Fear and Trembling is a weird little movie from French director Alain Corneau (The Prince of the Pacific, Le Cousin) based on the award-winning novel by Amelie Nothomb. The main character happens to be named Amelie, and like Nothomb, was born in Japan before moving back to Belgium. Autobiographical? Perhaps. Either way, Fear and Trembling is best enjoyed by those familiar with the Japanese culture, anybody who has ever worked for an idiot boss, or even better, both. Amelie (Sylvia Tetsud, Anna M., The Chateau) is overjoyed when she gets a one-year contract as a translator working for Yamamoto, a large company. She missed Japan ever since she moved to Belgium. She feels like her heart belongs there. Boy is she wrong.

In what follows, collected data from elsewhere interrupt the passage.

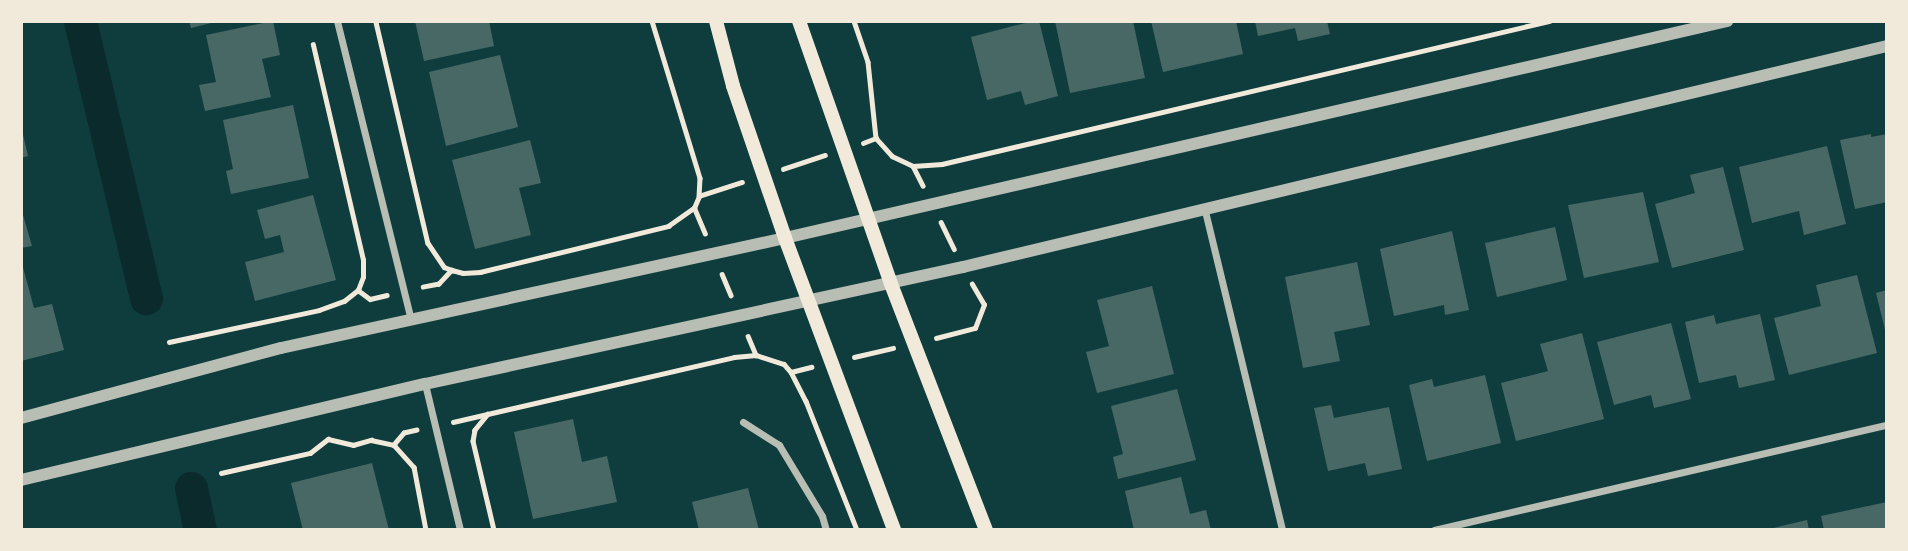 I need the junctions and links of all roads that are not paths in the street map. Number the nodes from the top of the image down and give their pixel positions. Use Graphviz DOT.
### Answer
graph roads {
  1 [pos="337,21"];
  2 [pos="716,21"];
  3 [pos="799,21"];
  4 [pos="1727,21"];
  5 [pos="1887,46"];
  6 [pos="1205,211"];
  7 [pos="867,219"];
  8 [pos="785,238"];
  9 [pos="891,284"];
  10 [pos="808,302"];
  11 [pos="411,318"];
  12 [pos="425,384"];
  13 [pos="21,418"];
  14 [pos="743,422"];
  15 [pos="1887,425"];
  16 [pos="21,480"];
  17 [pos="460,530"];
  18 [pos="826,530"];
  19 [pos="894,530"];
  20 [pos="986,530"];
  21 [pos="1282,530"];
  22 [pos="1434,530"];
  1 -- 11 [label="street"];
  2 -- 8 [label="main road"];
  3 -- 7 [label="main road"];
  4 -- 7 [label="street"];
  5 -- 6 [label="street"];
  6 -- 9 [label="street"];
  6 -- 21 [label="street"];
  7 -- 8 [label="street"];
  7 -- 9 [label="main road"];
  8 -- 10 [label="main road"];
  8 -- 11 [label="street"];
  9 -- 10 [label="street"];
  9 -- 20 [label="main road"];
  10 -- 12 [label="street"];
  10 -- 19 [label="main road"];
  11 -- 13 [label="street"];
  12 -- 16 [label="street"];
  12 -- 17 [label="street"];
  14 -- 18 [label="street"];
  15 -- 22 [label="street"];
}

Although Amelie adores Japan, she seems to have little knowledge about the cultural mores of the country, especially as related to the workplace. Saving face is extremely important. Obedience is essential. Western habits of speaking one's opinion are frowned upon. Amelie quickly clashes with Monsieur Saito (Taro Suwa, Perfect Blue, Ju-On 2), who finds her incompetent. The tasks he gives her are menial, moronic, and test her patience. She is much happier with her manager, Fubuki (Kaori Tsuji, Pokemon 4Ever , The Key), primarily for her flawless Asian features. It's a shame that Fubuki soon believes that she is mentally retarded.

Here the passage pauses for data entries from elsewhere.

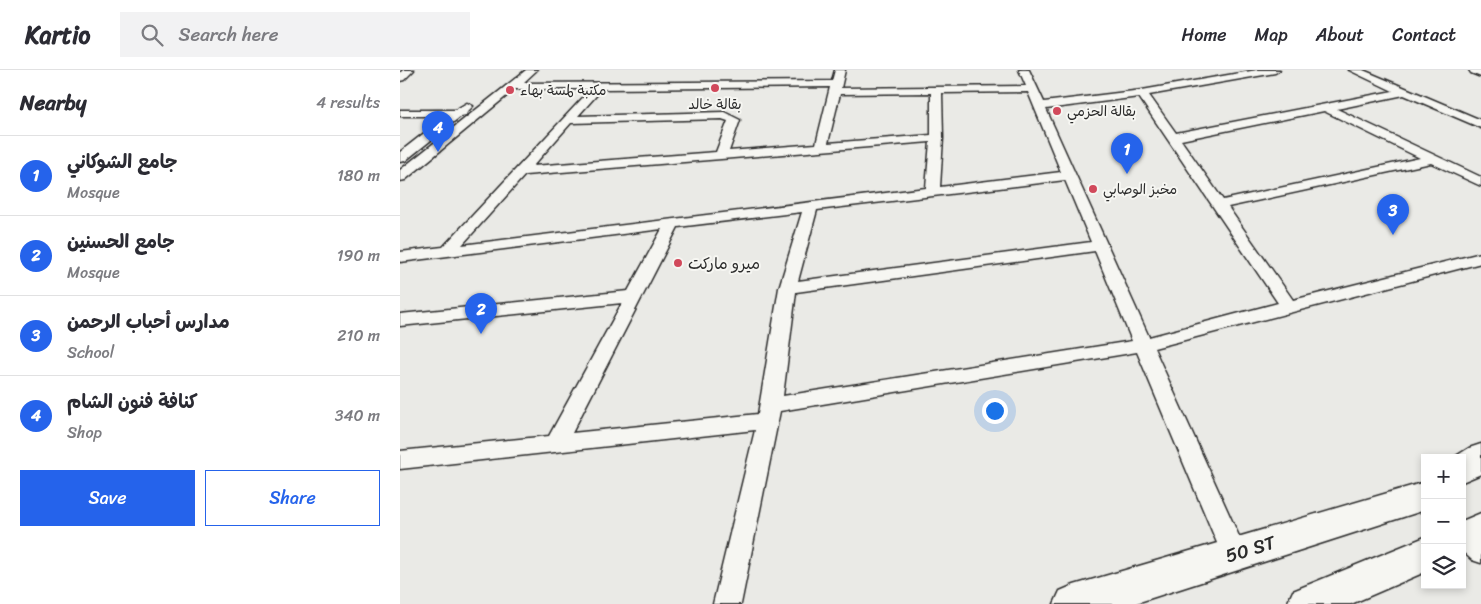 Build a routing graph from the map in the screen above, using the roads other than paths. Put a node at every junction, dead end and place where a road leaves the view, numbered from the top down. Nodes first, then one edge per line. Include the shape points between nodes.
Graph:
1 (513, 70) edge
2 (532, 70) edge
3 (840, 70) edge
4 (1024, 70) edge
5 (1275, 70) edge
6 (1354, 70) edge
7 (1476, 70) edge
8 (1481, 72) edge
9 (499, 81) dead end
10 (511, 86) junction
11 (599, 86) junction
12 (836, 88) junction
13 (936, 90) junction
14 (1403, 92) junction
15 (1142, 94) junction
16 (479, 97) dead end
17 (1036, 97) junction
18 (1327, 108) junction
19 (400, 113) edge
20 (458, 113) junction
21 (478, 114) junction
22 (568, 120) junction
23 (1481, 124) edge
24 (937, 138) junction
25 (1172, 138) junction
26 (821, 147) junction
27 (721, 155) junction
28 (400, 158) edge
29 (1432, 159) junction
30 (520, 171) junction
31 (1069, 175) junction
32 (400, 177) edge
33 (1481, 182) edge
34 (934, 191) junction
35 (811, 206) junction
36 (1219, 206) junction
37 (673, 223) junction
38 (1100, 246) junction
39 (448, 251) junction
40 (400, 257) edge
41 (1479, 260) edge
42 (788, 288) junction
43 (635, 296) junction
44 (1289, 306) junction
45 (400, 320) edge
46 (1143, 345) junction
47 (769, 413) junction
48 (556, 443) junction
49 (1481, 457) edge
50 (400, 460) edge
51 (1466, 466) edge
52 (1481, 479) edge
53 (1466, 484) edge
54 (1421, 497) edge
55 (1234, 554) junction
56 (1421, 556) edge
57 (727, 604) edge
58 (1074, 604) edge
59 (1307, 604) edge

1 - 9 street
2 - 10 street
3 - 12 street
4 - 17 street
5 - 15 street
6 - 14 street
7 - 8 main road
10 - 11 street
10 - 21 street
11 - 12 street
11 - 22 street
12 - 13 street
12 - 26 street
13 - 17 street
13 - 24 street
14 - 18 street
14 - 23 street
15 - 17 street
15 - 25 street
16 - 20 street
17 - 31 street
18 - 25 street
18 - 29 street
19 - 20 street
20 - 21 street
20 - 28 street
21 - 32 street
22 - 27 street via 724,115 734,120
22 - 30 street
24 - 26 street
24 - 34 street
25 - 36 street
26 - 27 street
27 - 30 street
29 - 33 street
29 - 36 street
30 - 39 street
31 - 34 street
31 - 38 street
34 - 35 street
35 - 37 street
35 - 42 street
36 - 44 street
37 - 39 street
37 - 43 street
38 - 42 street
38 - 46 street
39 - 40 street
41 - 44 street
42 - 47 street
43 - 45 street
43 - 48 street
44 - 46 street
46 - 47 street
46 - 55 street
47 - 48 street
47 - 57 street
48 - 50 street
49 - 51 main road
52 - 53 main road
54 - 55 main road, 50 ST
55 - 58 main road, 50 ST
56 - 59 main road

Amelie wants to do a good job, but also enjoys staring out the window and pretending to fly. One assumes that Amelie is a bit quirky and headstrong, but nothing else. Still, everything she does seems the exact opposite of what she should do, and makes her look stupid in the eyes of her peers. She quickly, and unintentionally makes enemies all over the company. When she volunteers for a project, she thinks it will make her look industrious. Instead, she is taking responsibility away from others, and making them lose face. She is punished with mind-numbingly dull work, partially out of revenge. In her own little game, she decides to do the best at her new jobs, as mindless as they are. Thus, she becomes great at making copies, adjusting calendars, and cleaning bathrooms. She never does any translating at all, and at one point is ordered to forget Japanese.

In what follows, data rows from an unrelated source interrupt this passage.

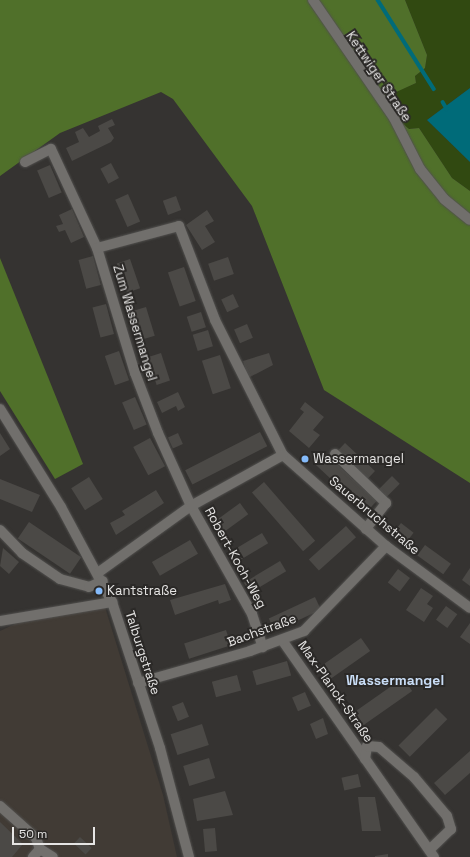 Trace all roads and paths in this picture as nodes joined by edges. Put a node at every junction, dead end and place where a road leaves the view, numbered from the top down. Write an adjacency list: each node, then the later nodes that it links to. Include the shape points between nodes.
1 (313, 0): 3 (street, Kettwiger Straße, via 394,118 420,169 444,199)
2 (25, 162): 4 (street, Zum Wassermangel, via 52,149)
3 (470, 220)
4 (97, 248): 7 (street, via 179,226 215,320); 8 (street, Zum Wassermangel, via 135,373)
5 (0, 408): 12 (street, Talburgstraße)
6 (335, 454): 9 (street, via 386,503)
7 (283, 455): 8 (street); 9 (street, Sauerbruchstraße)
8 (191, 506): 12 (street); 17 (street, Robert-Koch-Weg, via 252,614)
9 (366, 529): 11 (street, Sauerbruchstraße)
10 (0, 530): 12 (street, via 22,553 60,579 89,587)
11 (386, 546): 14 (street, Sauerbruchstraße); 16 (street, Bachstraße, via 315,622)
12 (101, 577): 13 (street, Talburgstraße)
13 (112, 602): 15 (street); 18 (street, Talburgstraße)
14 (470, 608)
15 (0, 621)
16 (282, 640): 17 (street, Bachstraße); 19 (street, Max-Planck-Straße)
17 (263, 646): 18 (street, Bachstraße)
18 (138, 683): 25 (street, Talburgstraße, via 179,812)
19 (365, 759): 22 (street, Max-Planck-Straße); 22 (street, Max-Planck-Straße, via 368,746 379,746 414,777 447,816 451,829)
20 (0, 806): 21 (street, via 36,838)
21 (40, 849): 23 (street); 24 (street)
22 (432, 853)
23 (33, 857)
24 (53, 857)
25 (189, 857)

Tetsud's reactions and voiceovers are priceless. She is literally stuck in some weird universe where nothing makes sense. Any sane person would quit. She continues, even throwing all her effort into the work, because that is what a Japanese person would do. Corneau does go a little over the top with some of her managers, but this is primarily for comedic effect. Saito judges her work as worthless without looking at it. Omochi (the appropriately named Bison Katayama) screams at every possible opportunity. Fubuki smiles but schemes her way around Amelie. And while Fear and Trembling may inspire laughter, Corneau also wants people to look a bit deeper and think. It is utterly degrading what Amelie's managers make her do, and there is an undercurrent of sadness throughout the film. Amelie, and to a lesser degree Fubuki, are doing what is expected of them. They realize that this may not be the best thing to do, but feel powerless. It's this juxtaposition between surreal comedy and more serious emotions that make Fear and Trembling fun, if not a bit frightening to watch.

Mongoose Rates It: Not Bad.
1 hour, 47 minutes, French and Japanese with English subtitles, Not Rated but contains language and minor nudity, an R.